> [Exercise requirements] In the entries below, count every line with the word "numbered". Return only the count.
┏━━
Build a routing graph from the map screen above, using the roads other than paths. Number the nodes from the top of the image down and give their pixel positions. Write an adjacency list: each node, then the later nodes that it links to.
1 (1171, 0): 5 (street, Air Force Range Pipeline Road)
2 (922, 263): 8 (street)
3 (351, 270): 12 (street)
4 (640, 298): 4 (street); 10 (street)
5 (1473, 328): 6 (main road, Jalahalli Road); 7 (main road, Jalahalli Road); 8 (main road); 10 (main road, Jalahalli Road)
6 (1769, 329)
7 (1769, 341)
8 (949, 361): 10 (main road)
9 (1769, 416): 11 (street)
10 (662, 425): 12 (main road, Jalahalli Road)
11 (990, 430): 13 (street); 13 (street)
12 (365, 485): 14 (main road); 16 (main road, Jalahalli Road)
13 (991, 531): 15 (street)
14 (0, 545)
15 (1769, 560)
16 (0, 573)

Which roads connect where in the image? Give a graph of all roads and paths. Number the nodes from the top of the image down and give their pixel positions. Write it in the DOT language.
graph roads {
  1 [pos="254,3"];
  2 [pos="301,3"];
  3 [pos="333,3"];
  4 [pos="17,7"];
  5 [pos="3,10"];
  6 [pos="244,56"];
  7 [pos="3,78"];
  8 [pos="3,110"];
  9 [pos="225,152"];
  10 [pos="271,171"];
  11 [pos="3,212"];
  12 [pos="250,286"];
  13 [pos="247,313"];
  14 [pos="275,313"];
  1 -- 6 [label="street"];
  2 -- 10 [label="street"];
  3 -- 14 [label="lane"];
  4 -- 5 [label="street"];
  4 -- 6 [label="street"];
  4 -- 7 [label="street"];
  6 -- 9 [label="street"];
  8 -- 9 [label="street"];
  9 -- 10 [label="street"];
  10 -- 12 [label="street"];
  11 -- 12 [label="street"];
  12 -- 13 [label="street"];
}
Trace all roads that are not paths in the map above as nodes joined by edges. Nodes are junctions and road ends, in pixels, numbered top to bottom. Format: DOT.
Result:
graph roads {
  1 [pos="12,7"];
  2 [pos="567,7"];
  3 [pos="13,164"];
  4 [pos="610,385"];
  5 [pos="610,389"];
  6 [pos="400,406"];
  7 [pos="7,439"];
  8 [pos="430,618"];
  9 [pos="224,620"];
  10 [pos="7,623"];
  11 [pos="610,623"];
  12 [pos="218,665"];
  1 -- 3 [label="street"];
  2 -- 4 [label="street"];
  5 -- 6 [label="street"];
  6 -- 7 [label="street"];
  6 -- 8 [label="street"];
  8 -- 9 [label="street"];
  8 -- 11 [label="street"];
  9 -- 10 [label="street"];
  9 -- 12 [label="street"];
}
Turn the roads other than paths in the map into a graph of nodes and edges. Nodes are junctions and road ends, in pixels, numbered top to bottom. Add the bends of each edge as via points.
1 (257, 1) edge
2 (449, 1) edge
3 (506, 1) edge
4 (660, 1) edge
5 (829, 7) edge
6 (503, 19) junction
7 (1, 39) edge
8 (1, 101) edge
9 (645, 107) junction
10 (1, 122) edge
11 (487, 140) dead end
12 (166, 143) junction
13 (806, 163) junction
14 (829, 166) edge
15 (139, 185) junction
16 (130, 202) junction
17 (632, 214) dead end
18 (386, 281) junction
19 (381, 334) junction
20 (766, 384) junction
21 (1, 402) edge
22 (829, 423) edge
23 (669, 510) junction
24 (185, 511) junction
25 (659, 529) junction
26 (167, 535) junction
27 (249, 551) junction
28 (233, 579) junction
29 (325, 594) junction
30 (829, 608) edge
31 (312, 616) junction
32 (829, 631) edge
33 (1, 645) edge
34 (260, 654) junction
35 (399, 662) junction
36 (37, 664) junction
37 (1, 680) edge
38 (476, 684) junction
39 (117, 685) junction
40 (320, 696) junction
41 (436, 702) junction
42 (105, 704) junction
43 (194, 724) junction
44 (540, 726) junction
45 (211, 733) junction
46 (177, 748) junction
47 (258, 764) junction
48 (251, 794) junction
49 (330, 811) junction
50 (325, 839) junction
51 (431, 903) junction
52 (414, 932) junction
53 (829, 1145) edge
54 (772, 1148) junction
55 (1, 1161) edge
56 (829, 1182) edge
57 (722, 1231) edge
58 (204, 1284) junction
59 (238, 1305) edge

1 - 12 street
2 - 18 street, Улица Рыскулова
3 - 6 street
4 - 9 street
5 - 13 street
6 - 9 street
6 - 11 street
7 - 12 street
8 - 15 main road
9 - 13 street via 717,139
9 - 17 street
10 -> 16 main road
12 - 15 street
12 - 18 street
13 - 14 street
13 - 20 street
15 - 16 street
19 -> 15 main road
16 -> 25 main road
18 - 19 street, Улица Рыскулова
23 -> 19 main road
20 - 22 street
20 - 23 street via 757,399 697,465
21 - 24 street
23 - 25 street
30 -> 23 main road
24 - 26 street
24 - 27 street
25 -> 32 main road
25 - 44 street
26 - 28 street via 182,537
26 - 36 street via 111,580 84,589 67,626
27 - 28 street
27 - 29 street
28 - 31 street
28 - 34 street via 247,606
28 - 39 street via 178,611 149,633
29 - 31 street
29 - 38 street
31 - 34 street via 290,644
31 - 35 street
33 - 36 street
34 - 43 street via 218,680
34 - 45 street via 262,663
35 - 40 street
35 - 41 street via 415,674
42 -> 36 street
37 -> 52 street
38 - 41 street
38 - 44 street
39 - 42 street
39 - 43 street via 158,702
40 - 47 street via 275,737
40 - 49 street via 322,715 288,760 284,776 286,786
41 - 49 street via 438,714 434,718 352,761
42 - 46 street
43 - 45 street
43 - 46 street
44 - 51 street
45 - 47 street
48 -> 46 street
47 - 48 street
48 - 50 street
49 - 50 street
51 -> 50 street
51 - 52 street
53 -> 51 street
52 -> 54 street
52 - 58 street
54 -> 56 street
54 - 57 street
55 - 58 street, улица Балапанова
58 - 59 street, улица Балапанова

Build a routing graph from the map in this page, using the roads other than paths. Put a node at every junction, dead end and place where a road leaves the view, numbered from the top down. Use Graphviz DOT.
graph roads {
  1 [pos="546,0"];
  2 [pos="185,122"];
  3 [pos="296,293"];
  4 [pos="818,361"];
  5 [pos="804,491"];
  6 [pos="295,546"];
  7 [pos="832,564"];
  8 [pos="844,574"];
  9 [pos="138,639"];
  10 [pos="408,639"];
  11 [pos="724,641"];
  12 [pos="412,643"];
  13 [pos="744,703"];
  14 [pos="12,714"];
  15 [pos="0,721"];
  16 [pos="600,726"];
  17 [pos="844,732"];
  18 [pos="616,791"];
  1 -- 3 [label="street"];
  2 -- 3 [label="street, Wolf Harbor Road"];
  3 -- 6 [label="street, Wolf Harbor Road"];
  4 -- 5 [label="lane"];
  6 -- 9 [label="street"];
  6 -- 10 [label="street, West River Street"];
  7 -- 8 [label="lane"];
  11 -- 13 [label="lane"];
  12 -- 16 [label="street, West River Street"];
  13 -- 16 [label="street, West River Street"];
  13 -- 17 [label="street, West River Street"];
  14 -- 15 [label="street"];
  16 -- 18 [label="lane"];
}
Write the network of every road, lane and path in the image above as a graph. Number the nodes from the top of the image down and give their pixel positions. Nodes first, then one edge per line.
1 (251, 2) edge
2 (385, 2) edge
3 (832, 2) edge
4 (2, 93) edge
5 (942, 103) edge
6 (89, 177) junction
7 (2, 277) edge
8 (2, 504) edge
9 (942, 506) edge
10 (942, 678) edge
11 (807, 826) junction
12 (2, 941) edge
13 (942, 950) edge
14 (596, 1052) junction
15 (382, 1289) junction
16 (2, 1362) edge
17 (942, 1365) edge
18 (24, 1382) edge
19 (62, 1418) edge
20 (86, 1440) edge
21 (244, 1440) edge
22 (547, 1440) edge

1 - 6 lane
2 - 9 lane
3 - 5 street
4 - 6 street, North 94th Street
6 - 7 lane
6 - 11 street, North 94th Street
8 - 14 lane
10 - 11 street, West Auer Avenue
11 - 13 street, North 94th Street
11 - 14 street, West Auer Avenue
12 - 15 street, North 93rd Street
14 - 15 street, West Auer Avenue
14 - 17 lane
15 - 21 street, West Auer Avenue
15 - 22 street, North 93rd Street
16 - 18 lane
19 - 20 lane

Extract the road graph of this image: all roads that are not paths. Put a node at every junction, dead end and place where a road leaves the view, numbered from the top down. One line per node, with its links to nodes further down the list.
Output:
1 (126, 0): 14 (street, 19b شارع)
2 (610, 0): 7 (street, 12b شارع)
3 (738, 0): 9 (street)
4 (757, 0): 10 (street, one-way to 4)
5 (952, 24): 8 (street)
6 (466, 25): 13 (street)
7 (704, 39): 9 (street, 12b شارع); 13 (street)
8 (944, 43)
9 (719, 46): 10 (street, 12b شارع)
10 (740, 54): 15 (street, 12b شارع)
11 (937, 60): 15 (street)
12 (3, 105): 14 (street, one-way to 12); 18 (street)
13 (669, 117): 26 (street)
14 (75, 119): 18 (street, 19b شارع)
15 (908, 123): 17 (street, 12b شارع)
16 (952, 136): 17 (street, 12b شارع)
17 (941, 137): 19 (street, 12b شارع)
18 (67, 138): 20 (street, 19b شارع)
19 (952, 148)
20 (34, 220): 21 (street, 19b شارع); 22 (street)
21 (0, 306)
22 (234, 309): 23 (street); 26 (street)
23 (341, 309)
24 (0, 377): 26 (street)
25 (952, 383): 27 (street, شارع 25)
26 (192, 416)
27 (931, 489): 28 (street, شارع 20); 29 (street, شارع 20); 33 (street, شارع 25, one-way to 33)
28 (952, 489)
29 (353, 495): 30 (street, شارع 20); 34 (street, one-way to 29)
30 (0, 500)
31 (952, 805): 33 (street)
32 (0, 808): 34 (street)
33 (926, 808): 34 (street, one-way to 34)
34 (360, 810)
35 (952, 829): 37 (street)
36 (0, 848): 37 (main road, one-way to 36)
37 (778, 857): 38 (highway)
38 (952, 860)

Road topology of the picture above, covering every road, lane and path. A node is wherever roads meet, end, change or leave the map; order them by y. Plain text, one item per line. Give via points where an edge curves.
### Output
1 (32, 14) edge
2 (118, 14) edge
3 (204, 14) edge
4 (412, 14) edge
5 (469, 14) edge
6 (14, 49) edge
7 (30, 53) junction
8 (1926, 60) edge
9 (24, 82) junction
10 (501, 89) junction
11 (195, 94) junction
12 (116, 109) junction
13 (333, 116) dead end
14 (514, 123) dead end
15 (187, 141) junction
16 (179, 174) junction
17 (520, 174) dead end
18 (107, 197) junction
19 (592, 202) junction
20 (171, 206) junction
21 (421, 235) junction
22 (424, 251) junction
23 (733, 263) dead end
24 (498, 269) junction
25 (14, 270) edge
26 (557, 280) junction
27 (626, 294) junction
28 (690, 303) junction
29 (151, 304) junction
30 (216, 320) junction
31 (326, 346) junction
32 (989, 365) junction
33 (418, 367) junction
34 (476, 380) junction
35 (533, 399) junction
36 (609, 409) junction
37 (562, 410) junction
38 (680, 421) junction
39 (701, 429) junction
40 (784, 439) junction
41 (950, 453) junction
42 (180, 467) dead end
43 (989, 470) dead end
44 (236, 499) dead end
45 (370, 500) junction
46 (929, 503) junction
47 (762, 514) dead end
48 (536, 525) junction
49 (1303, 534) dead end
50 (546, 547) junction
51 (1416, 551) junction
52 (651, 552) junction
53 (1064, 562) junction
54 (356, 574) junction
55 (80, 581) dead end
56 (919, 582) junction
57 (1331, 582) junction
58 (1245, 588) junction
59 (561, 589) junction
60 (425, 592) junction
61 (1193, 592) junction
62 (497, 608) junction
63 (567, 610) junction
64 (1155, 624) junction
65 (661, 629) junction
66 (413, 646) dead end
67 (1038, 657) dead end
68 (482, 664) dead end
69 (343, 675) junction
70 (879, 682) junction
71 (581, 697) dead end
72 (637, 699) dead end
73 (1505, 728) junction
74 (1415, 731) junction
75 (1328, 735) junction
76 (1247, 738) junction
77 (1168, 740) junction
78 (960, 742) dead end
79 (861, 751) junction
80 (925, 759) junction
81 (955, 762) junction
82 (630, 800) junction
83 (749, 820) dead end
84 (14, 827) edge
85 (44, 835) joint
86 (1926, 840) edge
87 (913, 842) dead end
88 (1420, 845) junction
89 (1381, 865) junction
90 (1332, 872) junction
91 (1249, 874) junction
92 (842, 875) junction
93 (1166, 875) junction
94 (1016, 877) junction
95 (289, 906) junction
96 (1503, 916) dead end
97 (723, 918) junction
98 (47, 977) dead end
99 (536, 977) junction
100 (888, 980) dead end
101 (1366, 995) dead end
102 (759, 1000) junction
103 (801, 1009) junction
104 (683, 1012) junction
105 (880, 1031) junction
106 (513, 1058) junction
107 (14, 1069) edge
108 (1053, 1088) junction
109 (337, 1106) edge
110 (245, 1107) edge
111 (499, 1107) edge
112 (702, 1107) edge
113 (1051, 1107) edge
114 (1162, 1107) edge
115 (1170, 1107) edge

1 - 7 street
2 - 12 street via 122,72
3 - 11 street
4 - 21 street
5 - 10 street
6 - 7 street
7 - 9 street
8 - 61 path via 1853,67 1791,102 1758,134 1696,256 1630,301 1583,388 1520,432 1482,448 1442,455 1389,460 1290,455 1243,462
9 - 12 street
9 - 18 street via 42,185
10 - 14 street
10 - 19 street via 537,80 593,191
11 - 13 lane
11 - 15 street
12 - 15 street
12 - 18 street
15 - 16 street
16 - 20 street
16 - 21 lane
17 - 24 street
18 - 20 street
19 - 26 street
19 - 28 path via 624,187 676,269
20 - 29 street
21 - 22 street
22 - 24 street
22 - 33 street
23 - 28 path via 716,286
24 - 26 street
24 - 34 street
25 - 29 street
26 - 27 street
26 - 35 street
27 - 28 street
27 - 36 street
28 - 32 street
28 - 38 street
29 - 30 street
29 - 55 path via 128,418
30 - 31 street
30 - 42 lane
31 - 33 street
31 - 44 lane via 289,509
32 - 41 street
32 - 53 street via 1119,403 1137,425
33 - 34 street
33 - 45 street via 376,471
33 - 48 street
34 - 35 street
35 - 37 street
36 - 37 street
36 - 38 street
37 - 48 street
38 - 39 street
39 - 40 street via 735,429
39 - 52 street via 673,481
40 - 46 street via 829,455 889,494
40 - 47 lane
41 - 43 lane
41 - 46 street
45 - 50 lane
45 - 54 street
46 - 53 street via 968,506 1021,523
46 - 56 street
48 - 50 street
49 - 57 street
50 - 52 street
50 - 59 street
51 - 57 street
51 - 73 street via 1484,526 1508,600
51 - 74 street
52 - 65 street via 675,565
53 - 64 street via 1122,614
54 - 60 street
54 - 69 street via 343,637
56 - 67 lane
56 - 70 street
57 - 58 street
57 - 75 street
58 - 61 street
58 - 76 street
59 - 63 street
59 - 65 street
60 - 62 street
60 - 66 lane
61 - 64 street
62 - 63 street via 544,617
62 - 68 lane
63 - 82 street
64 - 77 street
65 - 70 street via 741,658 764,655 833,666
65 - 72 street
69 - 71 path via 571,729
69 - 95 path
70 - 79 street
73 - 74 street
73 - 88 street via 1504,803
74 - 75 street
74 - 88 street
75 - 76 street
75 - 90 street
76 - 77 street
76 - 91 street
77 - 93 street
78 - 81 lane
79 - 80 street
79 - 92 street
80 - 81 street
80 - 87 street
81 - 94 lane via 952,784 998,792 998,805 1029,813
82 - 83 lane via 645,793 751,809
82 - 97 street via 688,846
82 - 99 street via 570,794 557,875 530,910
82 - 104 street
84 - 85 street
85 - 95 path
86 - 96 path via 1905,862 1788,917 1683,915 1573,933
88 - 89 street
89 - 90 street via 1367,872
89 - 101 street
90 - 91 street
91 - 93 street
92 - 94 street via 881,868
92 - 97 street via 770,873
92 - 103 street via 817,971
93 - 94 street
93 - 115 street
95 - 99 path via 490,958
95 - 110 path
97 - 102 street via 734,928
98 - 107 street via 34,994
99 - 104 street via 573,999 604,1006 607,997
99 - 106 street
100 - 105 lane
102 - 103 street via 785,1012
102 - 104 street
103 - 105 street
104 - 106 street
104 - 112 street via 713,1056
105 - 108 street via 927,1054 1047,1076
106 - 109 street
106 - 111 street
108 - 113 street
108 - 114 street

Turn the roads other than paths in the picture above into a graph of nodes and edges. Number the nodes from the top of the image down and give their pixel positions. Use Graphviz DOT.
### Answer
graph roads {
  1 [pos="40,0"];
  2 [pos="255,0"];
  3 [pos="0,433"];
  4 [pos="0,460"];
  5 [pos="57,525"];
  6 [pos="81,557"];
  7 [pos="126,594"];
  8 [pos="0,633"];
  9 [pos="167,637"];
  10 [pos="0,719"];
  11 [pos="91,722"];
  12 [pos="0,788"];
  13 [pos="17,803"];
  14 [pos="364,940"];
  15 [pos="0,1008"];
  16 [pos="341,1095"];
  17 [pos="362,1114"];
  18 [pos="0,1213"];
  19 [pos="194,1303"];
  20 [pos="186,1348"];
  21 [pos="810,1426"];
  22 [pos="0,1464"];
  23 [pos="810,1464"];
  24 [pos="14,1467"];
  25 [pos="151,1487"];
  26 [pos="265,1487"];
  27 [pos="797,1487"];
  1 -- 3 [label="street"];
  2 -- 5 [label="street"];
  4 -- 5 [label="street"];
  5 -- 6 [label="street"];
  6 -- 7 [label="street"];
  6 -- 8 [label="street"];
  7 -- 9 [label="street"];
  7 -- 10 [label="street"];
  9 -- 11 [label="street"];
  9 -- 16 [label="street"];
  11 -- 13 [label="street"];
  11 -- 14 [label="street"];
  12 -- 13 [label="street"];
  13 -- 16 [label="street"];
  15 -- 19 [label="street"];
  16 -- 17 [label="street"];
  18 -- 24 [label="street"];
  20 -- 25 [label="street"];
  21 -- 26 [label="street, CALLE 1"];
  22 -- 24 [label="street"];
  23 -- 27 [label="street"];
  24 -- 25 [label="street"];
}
┗━━
> [Task output] 4